In a widely circulated Instagram video, Ahmed praised the bravery of Iranian protesters, comparing their struggle to life under Islamic dictatorships in Yemen, Iran and Saudi Arabia.
He explained how criticism of religious authority in these societies can lead to immediate imprisonment, stressing that religion is routinely used as a tool of oppression.
“The fact that Iranians are going out every single day, risking their lives, is a sign of bravery we should be inspired by,” Ahmed said, urging people in the West to stand in solidarity with protesters who do not enjoy freedom of speech.
He described Iranian demonstrators as “beautiful and brave,” adding that he wished Arab societies showed similar secular resistance to defend minorities and women.

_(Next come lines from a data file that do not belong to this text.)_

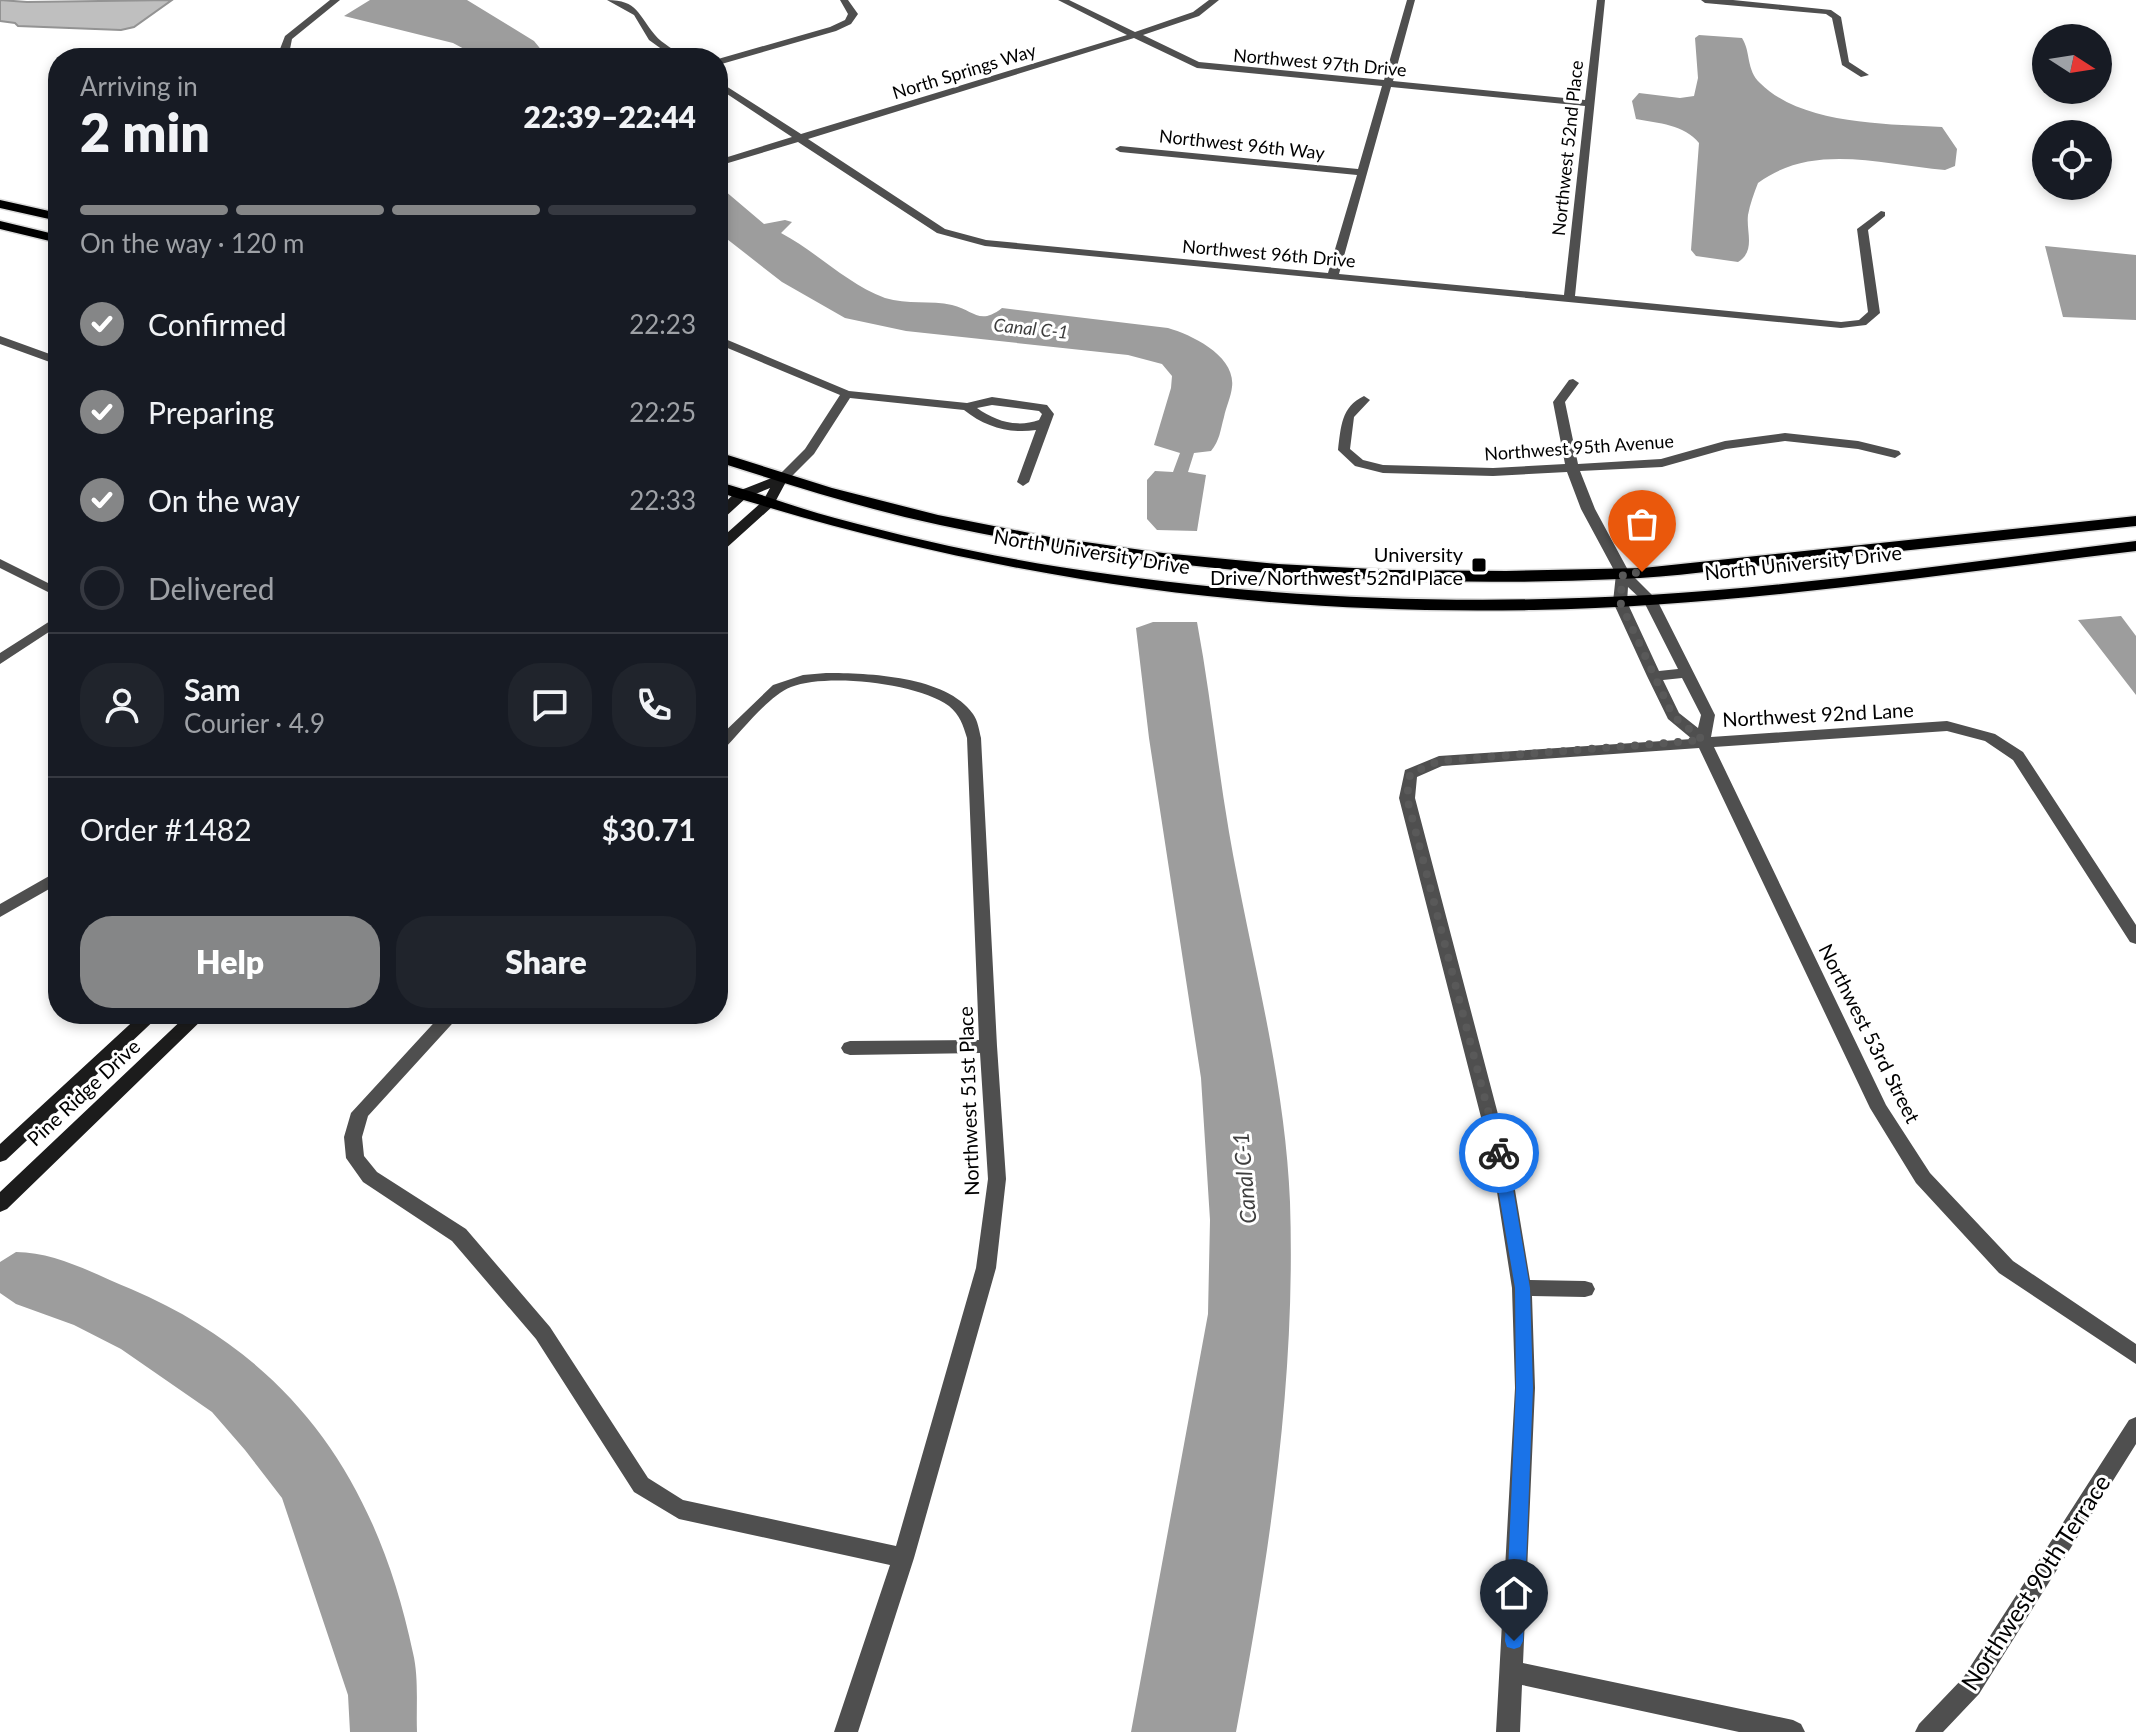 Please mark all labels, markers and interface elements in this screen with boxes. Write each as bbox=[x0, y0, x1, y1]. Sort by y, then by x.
north arrow bbox=[2032, 24, 2112, 104]
map controls bbox=[2032, 24, 2112, 200]
street label: North Springs Way bbox=[890, 38, 1039, 103]
street label: Northwest 97th Drive bbox=[1232, 43, 1408, 81]
street label: Northwest 52nd Place bbox=[1547, 59, 1587, 237]
text: Arriving in bbox=[80, 70, 198, 102]
text: 22:39–22:44 bbox=[523, 98, 696, 134]
text: 2 min bbox=[80, 101, 210, 163]
button: locate bbox=[2032, 120, 2112, 200]
street label: Northwest 96th Way bbox=[1158, 124, 1327, 164]
text: On the way · 120 m bbox=[80, 227, 304, 259]
street label: Northwest 96th Drive bbox=[1181, 234, 1357, 272]
icon: check bbox=[80, 302, 124, 346]
text: Confirmed bbox=[148, 306, 287, 342]
text: 22:23 bbox=[629, 308, 696, 340]
water label: Canal C-1 bbox=[993, 313, 1069, 343]
icon: check bbox=[80, 390, 124, 434]
text: Preparing bbox=[148, 394, 274, 430]
text: 22:25 bbox=[629, 396, 696, 428]
street label: Northwest 95th Avenue bbox=[1483, 429, 1675, 465]
icon: check bbox=[80, 478, 124, 522]
text: On the way bbox=[148, 482, 300, 518]
text: 22:33 bbox=[629, 484, 696, 516]
pin bbox=[1608, 490, 1676, 572]
icon: bag bbox=[1620, 502, 1664, 546]
street label: North University Drive bbox=[992, 524, 1192, 578]
street label: North University Drive bbox=[1703, 540, 1903, 584]
place label: University Drive/Northwest 52nd Place bbox=[1210, 542, 1464, 589]
marker: University Drive/Northwest 52nd Place bbox=[1470, 556, 1488, 574]
text: Delivered bbox=[148, 570, 275, 606]
button: person bbox=[80, 663, 164, 747]
button: chat bbox=[508, 663, 592, 747]
button: phone bbox=[612, 663, 696, 747]
text: Sam bbox=[184, 671, 241, 707]
street label: Northwest 92nd Lane bbox=[1722, 697, 1914, 731]
text: Courier · 4.9 bbox=[184, 707, 325, 739]
text: Order #1482 bbox=[80, 811, 252, 847]
text: $30.71 bbox=[602, 811, 696, 847]
button: Help bbox=[80, 916, 380, 1008]
button: Share bbox=[396, 916, 696, 1008]
street label: Northwest 53rd Street bbox=[1814, 939, 1926, 1127]
street label: Northwest 51st Place bbox=[953, 1006, 983, 1196]
street label: Pine Ridge Drive bbox=[22, 1034, 144, 1150]
courier bbox=[1459, 1113, 1539, 1193]
water label: Canal C-1 bbox=[1227, 1131, 1261, 1225]
icon: bike bbox=[1477, 1131, 1521, 1175]
street label: Northwest 90th Terrace bbox=[1954, 1469, 2116, 1695]
pin bbox=[1480, 1559, 1548, 1641]
icon: home bbox=[1492, 1571, 1536, 1615] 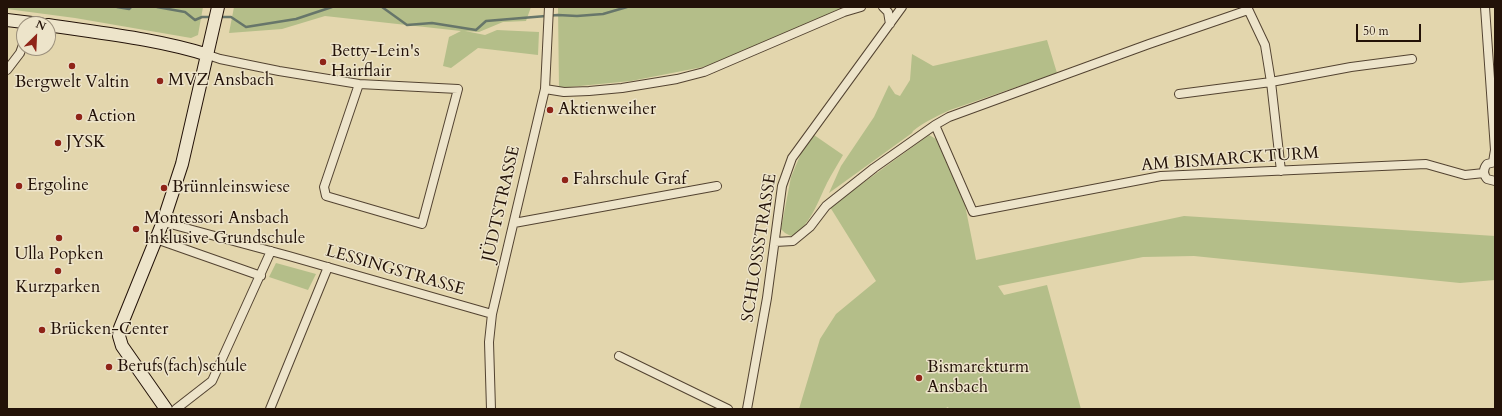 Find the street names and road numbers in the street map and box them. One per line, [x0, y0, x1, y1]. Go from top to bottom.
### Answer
street label: JÜDTSTRASSE [479, 144, 525, 264]
street label: AM BISMARCKTURM [1140, 144, 1320, 176]
street label: SCHLOSSSTRASSE [738, 172, 782, 324]
street label: LESSINGSTRASSE [323, 241, 467, 301] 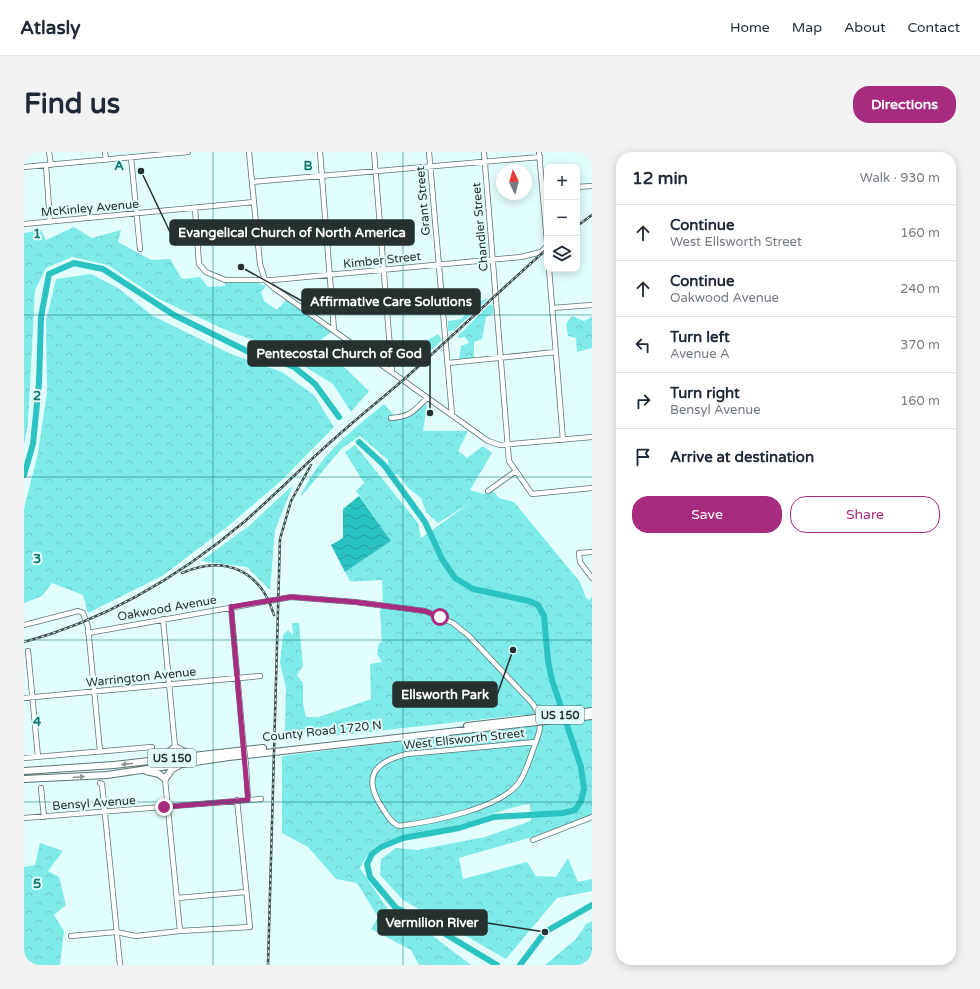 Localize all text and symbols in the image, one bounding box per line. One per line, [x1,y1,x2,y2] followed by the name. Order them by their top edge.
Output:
[20,17,80,39] text: Atlasly
[730,19,770,36] text: Home
[792,19,822,36] text: Map
[844,19,886,36] text: About
[908,19,960,36] text: Contact
[853,86,956,123] button: Directions
[24,87,120,121] text: Find us
[114,158,124,174] text: A
[303,158,313,174] text: B
[496,164,532,200] north arrow
[544,164,580,272] map controls
[544,164,580,200] button: +
[413,165,433,236] street label: Grant Street
[632,168,688,189] text: 12 min
[860,170,940,186] text: Walk · 930 m
[469,182,491,272] street label: Chandler Street
[40,197,140,219] street label: McKinley Avenue
[544,200,580,236] button: −
[670,216,734,234] text: Continue
[170,220,414,245] callout: Evangelical Church of North America
[632,222,654,244] icon: ahead
[178,225,406,241] text: Evangelical Church of North America
[900,225,940,241] text: 160 m
[33,226,41,242] text: 1
[670,234,802,250] text: West Ellsworth Street
[544,236,580,272] button: layers
[342,249,422,271] street label: Kimber Street
[670,272,734,290] text: Continue
[632,278,654,300] icon: ahead
[900,281,940,297] text: 240 m
[302,289,480,314] callout: Affirmative Care Solutions
[670,290,779,306] text: Oakwood Avenue
[310,294,472,310] text: Affirmative Care Solutions
[670,328,730,346] text: Turn left
[632,334,654,356] icon: left
[900,337,940,353] text: 370 m
[248,341,430,366] callout: Pentecostal Church of God
[256,346,422,362] text: Pentecostal Church of God
[670,346,730,362] text: Avenue A
[670,384,740,402] text: Turn right
[33,388,41,404] text: 2
[632,390,654,412] icon: right
[900,393,940,409] text: 160 m
[670,402,761,418] text: Bensyl Avenue
[632,446,654,468] icon: arrive
[670,448,814,466] text: Arrive at destination
[632,496,782,533] button: Save
[790,496,940,533] button: Share
[33,551,41,567] text: 3
[116,592,218,624] street label: Oakwood Avenue
[431,608,449,626] route start
[85,664,197,690] street label: Warrington Avenue
[393,682,497,707] callout: Ellsworth Park
[401,687,489,703] text: Ellsworth Park
[536,706,584,724] road number: US 150
[33,714,42,730] text: 4
[262,718,382,744] street label: County Road 1720 N
[403,726,526,752] street label: West Ellsworth Street
[148,749,196,767] road number: US 150
[121,761,133,767] one-way arrow
[73,773,85,780] one-way arrow
[52,793,136,813] street label: Bensyl Avenue
[155,798,173,816] route end
[33,876,41,892] text: 5
[378,910,487,935] callout: Vermilion River
[385,915,480,931] text: Vermilion River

In another post, Ahmed directly attacked those supporting Iran’s clerical establishment, stating: “Anyone who supports the Islamic regime in Iran instead of the Iranian people needs to stay out of Middle Eastern politics for good. I don’t want to hear you say ‘Gaza’ or ‘Palestine’ ever again, you self-righteous hypocrites.”
Together, these voices are intensifying scrutiny on what critics describe as the Left’s selective outrage—loud when confronting Western governments, but conspicuously quiet when violence is carried out by Islamist regimes.
Their comments have resonated widely online, adding to the growing backlash against progressive silence as Iran’s streets continue to run red.
Rejection of Islamism and the crux of Iranian protesters’ demands
Central to the protests is the rejection not merely of economic hardship but of theocratic governance itself.
Across Iran, demonstrators are demanding freedom from rigid religious rule that they see as underpinning systemic repression.
Protest chants often call for the downfall of Khamenei’s regime and an end to religious authority in state affairs.
The widespread use of slogans like “Death to Khamenei” underscores this deep rejection of the political role of clerical Islam in Iran.
Internal dissent is not limited to secular economic concerns; it tackles the foundational role of religious authority in policymaking, civil liberties, and everyday life — challenging an 86-year-old Supreme Leader whose regime blends political power with religious legitimacy.
A test for Khamenei: Can the regime withstand this uprising?
The scale and intensity of the protests — spanning dozens of cities, sustained for weeks, and resulting in thousands of deaths and tens of thousands of detentions — mark this as one of the most significant internal challenges to Iran’s theocratic structure since the 1979 Islamic Revolution.
Iran's supreme leader Seyyed Ali Hosseini Khamenei. Photo: Wikimedia Commons/Khamenei.ir
Some analysts view the unrest as a critical stress test for Supreme Leader Khamenei’s hold on power; provincial strikes, bazaar closures, and defiant street actions suggest broad societal discontent beyond isolated protests.
While Iranian state media and officials frame the unrest as foreign-influenced and under control, on-the-ground pressures — from daily life frustrations to broad ideological dissatisfaction — pose enduring risks to the regime’s stability.